According to Out North‘s page on the TPT website: “The film explores the past through people and place, personal moments and major milestones. Rather than chronicling politics and policy, these stories tilt toward the human, lived experience.”
Local LGBTQ+ heroes and activists such as Andrea Jenkins and Stewart Van Cleve are also involved in the project, making it feel extra personal to those of us that have been working or creating in the LGBTQ+ community over the past several years.
Out North – MNLGBTQ History relied heavily on the materials available through the Tretter Collection at the University of Minnesota. The Tretter Collection, from their website, includes:
“The Michael McConnell Files, the largest Two Spirit Collection available, the Jim Chalgren Collection, the personal papers of Professor Toni McNaron, Patrick Scully, Dallas S. Drake, Stuart Ferguson, and Tobias Schneebaum. The archives of the National Log Cabin Republicans, National Education Association GLBT Caucus, the Lesbian Review of Books Archive, Gay/Lesbian Postal Employees Network (PEN) Minneapolis/Saint Paul, Paper Eagles–the employee group of the Minneapolis Star Tribune, the Ramsey County GLBT Employees Network, and the archives of the Twin Cities-GLBT Pride Committee.”

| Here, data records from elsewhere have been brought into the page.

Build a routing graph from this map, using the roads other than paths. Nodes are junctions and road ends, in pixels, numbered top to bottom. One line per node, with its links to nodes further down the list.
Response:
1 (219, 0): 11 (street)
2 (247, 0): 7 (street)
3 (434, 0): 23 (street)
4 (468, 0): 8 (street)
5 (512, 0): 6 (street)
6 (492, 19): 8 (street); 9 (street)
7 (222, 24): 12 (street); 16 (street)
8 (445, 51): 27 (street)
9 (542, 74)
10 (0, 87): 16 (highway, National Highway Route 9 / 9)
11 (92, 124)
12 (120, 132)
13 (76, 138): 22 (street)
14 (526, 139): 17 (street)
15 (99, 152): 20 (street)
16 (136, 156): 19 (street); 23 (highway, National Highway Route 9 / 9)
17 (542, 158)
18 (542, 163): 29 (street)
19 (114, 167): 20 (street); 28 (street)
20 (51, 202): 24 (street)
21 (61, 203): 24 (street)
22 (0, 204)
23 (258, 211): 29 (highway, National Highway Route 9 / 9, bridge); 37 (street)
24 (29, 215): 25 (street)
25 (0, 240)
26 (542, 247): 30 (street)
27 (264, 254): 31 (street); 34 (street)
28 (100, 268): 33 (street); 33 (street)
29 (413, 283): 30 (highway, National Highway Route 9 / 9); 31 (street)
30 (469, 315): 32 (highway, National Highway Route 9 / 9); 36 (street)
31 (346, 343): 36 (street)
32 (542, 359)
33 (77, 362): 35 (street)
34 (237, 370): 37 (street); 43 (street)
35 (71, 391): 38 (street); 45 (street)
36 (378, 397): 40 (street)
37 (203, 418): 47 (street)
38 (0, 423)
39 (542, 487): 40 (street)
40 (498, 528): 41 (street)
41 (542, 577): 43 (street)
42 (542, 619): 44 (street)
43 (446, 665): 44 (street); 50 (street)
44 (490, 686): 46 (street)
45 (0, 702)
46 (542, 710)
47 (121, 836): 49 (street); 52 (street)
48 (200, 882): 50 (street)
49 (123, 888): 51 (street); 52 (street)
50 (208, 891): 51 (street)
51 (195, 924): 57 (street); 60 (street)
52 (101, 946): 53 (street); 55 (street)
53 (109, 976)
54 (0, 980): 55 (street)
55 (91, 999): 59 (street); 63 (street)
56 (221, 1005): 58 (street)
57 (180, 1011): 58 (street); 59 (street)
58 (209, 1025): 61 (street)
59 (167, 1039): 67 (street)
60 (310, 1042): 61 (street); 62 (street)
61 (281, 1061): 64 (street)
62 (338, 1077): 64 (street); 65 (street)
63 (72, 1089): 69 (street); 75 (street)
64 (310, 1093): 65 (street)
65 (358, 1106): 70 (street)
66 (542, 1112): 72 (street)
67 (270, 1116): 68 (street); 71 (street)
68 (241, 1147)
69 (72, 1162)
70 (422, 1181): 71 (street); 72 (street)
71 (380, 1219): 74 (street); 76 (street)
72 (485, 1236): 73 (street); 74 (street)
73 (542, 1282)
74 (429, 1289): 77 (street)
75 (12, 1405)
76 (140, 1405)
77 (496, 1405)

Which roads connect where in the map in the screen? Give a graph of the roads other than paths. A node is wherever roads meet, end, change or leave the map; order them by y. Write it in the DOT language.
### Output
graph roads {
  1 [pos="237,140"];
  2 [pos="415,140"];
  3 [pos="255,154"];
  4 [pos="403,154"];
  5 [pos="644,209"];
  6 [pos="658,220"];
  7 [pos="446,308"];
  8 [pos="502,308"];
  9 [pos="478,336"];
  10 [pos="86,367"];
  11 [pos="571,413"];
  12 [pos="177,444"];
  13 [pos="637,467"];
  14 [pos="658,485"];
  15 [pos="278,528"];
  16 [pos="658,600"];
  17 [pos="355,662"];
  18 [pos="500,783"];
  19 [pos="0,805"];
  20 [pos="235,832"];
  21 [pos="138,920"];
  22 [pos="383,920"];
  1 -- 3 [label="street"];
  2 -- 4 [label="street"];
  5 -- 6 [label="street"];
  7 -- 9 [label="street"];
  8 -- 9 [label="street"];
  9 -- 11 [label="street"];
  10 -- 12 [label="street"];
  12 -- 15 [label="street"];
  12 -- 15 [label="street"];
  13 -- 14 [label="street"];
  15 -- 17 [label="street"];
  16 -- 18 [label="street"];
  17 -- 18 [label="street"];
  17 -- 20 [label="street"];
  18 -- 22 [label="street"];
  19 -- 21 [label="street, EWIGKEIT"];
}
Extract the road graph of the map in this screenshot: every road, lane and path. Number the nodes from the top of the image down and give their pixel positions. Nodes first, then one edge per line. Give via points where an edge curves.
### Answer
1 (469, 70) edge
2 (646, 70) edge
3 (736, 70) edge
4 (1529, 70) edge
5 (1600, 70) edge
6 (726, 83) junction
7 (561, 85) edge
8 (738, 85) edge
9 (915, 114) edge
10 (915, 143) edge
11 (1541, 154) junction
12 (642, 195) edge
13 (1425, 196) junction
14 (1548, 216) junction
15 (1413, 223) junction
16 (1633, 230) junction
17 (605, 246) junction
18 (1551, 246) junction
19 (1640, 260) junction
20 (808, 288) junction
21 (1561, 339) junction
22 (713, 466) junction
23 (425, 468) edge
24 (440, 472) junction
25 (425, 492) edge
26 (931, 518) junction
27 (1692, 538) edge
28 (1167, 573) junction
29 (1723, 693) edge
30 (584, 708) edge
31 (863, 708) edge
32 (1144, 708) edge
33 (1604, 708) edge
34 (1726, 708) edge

Out North specifically notes their use of this collection’s visual materials.
The film comes with several showings attached, including one at TPT’s studios themselves, one at Augsburg College, and one at Boneshaker Books. Most watch parties include conversation as well. Tickets are available here. Most events are free but require pre-registration. If you’re not up for an event, don’t worry. TPT will be broadcasting the film at 8:00 P.M. On October 16th.